Senator Nick Minchin has been quiet lately, but today he made up for it when he blindsided Senator Conroy in the media, demanding he end his mandatory filtering farce. It wasn’t exactly the most daring exchange of words, but it’s the response he managed to yank out of the Minister for Communications that really sheds light on how little this policy and the rhetoric surrounding it has progressed, and how deep the hole has been dug.

“Nick Minchin and the Liberal Party should explain why they don’t support using the latest technology to restrict access to child abuse content and other Refused Classification material,” Senator Conroy said this morning.SMH

It’s been nearly a whole two years since Senator Conroy took office and those who criticise the government’s plan to censor the Internet are still met with the accusation that they carelessly support child abuse. The same sort of thing we heard all the way back in December 2007. I’m certain organisations like Save the Children, who the Minister knows are vocally against the plan, would appreciate it if he didn’t make such offensive remarks. I know I would.
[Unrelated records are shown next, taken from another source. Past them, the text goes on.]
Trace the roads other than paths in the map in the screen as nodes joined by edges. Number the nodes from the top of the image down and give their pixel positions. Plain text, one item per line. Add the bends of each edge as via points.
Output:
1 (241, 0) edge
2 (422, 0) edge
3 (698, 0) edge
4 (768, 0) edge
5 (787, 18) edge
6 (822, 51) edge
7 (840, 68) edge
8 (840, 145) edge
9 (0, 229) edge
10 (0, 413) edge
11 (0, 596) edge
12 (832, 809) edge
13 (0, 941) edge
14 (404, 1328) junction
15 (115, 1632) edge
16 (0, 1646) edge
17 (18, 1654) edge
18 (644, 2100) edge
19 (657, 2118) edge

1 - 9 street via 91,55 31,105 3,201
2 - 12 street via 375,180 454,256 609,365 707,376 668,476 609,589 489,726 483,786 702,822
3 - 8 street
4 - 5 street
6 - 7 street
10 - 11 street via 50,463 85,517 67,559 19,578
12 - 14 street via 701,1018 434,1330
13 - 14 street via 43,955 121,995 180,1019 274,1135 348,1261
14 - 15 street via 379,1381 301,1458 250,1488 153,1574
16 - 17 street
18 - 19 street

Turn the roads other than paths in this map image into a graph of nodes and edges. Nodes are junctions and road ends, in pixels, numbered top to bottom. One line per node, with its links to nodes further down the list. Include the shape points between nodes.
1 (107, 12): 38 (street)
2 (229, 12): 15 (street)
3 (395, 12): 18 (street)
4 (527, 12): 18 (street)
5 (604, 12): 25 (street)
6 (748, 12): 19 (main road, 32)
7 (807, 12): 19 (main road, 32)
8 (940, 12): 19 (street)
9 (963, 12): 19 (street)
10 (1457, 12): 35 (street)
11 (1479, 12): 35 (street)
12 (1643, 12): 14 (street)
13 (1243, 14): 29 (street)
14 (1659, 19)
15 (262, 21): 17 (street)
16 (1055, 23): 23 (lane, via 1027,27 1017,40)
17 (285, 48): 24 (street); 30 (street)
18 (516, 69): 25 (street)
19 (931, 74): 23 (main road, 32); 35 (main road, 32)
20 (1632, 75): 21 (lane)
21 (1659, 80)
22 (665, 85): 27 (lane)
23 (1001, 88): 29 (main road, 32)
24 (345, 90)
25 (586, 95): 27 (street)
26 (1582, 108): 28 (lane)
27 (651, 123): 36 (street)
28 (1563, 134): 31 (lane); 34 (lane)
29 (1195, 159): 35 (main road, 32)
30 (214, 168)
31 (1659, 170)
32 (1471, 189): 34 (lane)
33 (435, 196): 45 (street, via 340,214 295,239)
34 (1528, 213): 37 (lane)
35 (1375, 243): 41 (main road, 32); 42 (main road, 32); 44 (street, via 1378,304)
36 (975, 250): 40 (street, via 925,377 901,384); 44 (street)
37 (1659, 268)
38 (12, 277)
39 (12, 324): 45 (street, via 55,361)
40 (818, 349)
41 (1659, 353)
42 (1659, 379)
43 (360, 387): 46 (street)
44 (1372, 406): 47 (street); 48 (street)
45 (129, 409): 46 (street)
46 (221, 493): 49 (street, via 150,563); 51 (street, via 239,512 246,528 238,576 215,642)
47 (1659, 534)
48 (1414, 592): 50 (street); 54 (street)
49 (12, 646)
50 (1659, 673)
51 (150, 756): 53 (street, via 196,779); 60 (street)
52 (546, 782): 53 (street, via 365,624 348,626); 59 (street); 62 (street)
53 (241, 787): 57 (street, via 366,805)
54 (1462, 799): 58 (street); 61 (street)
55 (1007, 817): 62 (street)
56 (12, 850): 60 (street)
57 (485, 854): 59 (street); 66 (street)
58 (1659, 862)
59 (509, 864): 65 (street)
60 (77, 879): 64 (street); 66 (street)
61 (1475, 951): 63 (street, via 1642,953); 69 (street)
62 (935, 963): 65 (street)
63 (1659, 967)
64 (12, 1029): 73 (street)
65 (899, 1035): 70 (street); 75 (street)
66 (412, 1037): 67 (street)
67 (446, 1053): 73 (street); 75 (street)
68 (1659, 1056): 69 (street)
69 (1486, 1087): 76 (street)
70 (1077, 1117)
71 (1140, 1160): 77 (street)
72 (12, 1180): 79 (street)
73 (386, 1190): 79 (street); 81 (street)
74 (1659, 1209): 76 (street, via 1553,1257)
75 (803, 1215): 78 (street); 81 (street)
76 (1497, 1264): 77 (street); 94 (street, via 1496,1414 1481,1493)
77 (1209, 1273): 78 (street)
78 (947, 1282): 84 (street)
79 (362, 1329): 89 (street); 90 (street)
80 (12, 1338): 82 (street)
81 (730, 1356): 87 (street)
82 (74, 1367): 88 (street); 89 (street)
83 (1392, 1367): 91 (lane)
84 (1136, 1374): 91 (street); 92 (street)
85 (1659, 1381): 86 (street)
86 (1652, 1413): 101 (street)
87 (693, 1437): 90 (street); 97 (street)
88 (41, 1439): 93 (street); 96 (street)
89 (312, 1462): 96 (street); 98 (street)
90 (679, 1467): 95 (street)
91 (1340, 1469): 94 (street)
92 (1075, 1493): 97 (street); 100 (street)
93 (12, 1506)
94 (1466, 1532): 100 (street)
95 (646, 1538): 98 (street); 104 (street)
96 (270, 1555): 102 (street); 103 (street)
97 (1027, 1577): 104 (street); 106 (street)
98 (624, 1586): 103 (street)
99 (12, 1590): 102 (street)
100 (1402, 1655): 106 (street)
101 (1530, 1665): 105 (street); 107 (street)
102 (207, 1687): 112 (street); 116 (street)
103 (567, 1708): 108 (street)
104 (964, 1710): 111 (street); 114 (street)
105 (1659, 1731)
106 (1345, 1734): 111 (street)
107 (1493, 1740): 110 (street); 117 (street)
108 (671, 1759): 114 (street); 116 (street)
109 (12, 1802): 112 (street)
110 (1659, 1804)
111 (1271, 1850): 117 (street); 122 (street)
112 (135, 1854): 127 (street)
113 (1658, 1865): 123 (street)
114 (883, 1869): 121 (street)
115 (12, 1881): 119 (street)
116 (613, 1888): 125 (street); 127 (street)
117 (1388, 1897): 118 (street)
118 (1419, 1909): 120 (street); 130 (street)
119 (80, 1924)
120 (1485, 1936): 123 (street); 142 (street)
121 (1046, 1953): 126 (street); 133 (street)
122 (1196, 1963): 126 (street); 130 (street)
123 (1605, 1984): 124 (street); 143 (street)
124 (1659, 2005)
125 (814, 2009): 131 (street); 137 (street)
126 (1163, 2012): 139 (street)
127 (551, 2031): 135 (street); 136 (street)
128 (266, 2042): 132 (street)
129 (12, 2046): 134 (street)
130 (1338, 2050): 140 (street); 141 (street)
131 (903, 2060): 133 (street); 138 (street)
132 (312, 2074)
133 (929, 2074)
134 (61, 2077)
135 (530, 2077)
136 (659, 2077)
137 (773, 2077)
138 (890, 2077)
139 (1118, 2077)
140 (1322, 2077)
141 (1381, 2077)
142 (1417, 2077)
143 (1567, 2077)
Accusations like these, this far into the campaign, could mean Conroy is desperately pulling at strings, but I have my doubts. He’s been crucified by the media for similar comments in the past and he isn’t a stupid man (at least not when it comes to politics).

Conroy could be preparing to back away, declaring the ISP filtering trial a failure and leaving voters with the impression he was the one who tried to protect their kids.

However, his arrogance may also suggest that mandatory filtering is so set in stone, a hard line approach is the only option. Be it to force hand in Canberra or to reap the rewards of delivering promised-policy, whatever they may be.